Bang on a Can / Mass MoCA Performance (mp3 6.1 MB, 6:19) Live recording of performance at Bang on a Can Summer Institute of Music at Mass MoCA, July 25, 2002. Peter Askim (bass), John Benthal (guitar), Greg Beyer (percussion), Eileen Mack (clarinet), Michelle Schumann (piano), Wendy Sutter (cello), and Evan Ziporyn (gamelan)

Elf Grass (2002, 7:53) for clarinet, violin, cello, bass, and piano.

Play Me (2002, 16 minutes) for chamber orchestra with electric guitar; also arrangement for wind ensemble
Won American Composers Forum competition for reading by New England Conservatory Wind Ensemble, conducted by Charles Peltz, Jordan Hall, February 27, 2003

Wild Warped Wax (2001, 8:34) String quartet in three movements.

Timor Cotton (2001) for marimba, vibraphone, violin, and electric guitar
Performed January 31, 2001 at Kresge Auditorium, MIT. Laurel Smith (violin), Mark Stewart (electric guitar), Evan Ziporyn (vibes), Danny Tunick (marimba).

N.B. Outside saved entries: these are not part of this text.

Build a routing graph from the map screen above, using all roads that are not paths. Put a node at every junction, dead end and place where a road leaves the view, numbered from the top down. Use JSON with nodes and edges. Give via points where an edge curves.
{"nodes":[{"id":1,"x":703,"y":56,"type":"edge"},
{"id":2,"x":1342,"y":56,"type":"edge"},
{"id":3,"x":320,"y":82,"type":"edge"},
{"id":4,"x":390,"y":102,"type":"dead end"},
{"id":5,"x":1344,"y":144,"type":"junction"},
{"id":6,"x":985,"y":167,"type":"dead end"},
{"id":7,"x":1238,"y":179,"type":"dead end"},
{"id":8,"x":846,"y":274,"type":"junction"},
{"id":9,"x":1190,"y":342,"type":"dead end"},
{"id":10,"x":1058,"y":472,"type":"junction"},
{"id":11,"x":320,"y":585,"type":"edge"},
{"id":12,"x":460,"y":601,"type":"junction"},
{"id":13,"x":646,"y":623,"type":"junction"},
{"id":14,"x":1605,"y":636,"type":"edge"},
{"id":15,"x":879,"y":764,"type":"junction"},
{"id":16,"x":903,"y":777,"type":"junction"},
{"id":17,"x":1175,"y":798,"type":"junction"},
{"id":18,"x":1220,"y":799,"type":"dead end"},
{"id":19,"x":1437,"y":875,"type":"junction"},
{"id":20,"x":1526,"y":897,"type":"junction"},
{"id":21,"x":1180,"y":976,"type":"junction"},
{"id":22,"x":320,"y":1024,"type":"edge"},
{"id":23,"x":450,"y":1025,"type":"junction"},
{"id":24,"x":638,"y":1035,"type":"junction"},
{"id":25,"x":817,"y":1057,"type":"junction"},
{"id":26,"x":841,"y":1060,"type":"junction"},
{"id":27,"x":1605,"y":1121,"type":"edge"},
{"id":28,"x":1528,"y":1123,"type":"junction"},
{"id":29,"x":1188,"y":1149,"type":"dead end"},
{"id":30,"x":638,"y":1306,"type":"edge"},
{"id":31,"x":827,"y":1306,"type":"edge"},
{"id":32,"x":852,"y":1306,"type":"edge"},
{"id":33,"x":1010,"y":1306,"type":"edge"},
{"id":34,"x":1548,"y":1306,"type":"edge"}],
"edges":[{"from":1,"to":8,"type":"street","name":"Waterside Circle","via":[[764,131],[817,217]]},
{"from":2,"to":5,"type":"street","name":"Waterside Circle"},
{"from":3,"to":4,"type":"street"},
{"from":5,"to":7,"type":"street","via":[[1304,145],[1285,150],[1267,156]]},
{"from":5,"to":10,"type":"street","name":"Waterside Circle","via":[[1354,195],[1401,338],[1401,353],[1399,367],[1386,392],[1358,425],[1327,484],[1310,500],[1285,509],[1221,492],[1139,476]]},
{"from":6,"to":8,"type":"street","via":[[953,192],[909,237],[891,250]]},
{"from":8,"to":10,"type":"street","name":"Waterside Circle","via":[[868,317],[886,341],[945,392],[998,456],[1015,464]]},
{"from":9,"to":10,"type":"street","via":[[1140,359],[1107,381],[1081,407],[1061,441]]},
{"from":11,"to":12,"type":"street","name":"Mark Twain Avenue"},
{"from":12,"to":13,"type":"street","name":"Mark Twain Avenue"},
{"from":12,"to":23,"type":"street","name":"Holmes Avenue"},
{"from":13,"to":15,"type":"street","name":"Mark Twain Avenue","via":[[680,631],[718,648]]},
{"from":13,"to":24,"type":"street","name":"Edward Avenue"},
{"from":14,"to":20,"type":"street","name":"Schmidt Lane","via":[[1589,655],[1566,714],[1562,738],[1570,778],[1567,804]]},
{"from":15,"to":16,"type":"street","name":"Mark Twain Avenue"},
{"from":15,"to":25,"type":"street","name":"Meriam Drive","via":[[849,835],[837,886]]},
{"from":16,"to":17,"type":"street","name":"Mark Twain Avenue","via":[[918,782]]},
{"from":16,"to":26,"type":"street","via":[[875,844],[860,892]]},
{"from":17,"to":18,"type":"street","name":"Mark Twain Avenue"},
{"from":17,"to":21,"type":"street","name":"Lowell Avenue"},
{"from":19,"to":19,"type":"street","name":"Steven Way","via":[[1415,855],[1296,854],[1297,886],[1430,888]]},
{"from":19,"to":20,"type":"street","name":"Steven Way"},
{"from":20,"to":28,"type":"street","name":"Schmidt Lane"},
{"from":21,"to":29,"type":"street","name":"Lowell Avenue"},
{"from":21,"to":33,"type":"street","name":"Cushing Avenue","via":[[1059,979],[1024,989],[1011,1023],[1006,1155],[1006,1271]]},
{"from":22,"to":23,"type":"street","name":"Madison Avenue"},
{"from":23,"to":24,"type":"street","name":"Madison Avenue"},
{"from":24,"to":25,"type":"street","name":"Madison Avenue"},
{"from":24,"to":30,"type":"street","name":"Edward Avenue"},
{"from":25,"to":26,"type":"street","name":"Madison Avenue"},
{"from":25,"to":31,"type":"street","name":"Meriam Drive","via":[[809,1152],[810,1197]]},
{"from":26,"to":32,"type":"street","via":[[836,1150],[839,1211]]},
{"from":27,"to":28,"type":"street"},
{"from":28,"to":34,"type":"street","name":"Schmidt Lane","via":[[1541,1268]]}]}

HarmonicsonG (2001, 4:30) Experiment with low G string on a violin, forming a song out of the harmonics. Influenced by Arnold Dreyblatt from whom I had just taken a class when I made this piece.

Violin/Clarinet (2001, 2:09) Original electronic piece made from sampled violin and clarinet (both performed by Christine Southworth).

Clapping Music (2001, 4:45) Loose arrangement of Steve Reich's Clapping Music for voice, violin, clarinet, rubber band, dizi (Chinese flute), and sampled percussion. Instrumental ambient music with a layer of two voices phasing the Indian jati phrase "takita taka ta taka". Written for MIT production of BHOMA, directed by Sudipto Chatterjee.

Music for Two Gender (2000)
Suite for two gender wayang, balinese metallophones which accompany shadow puppet plays.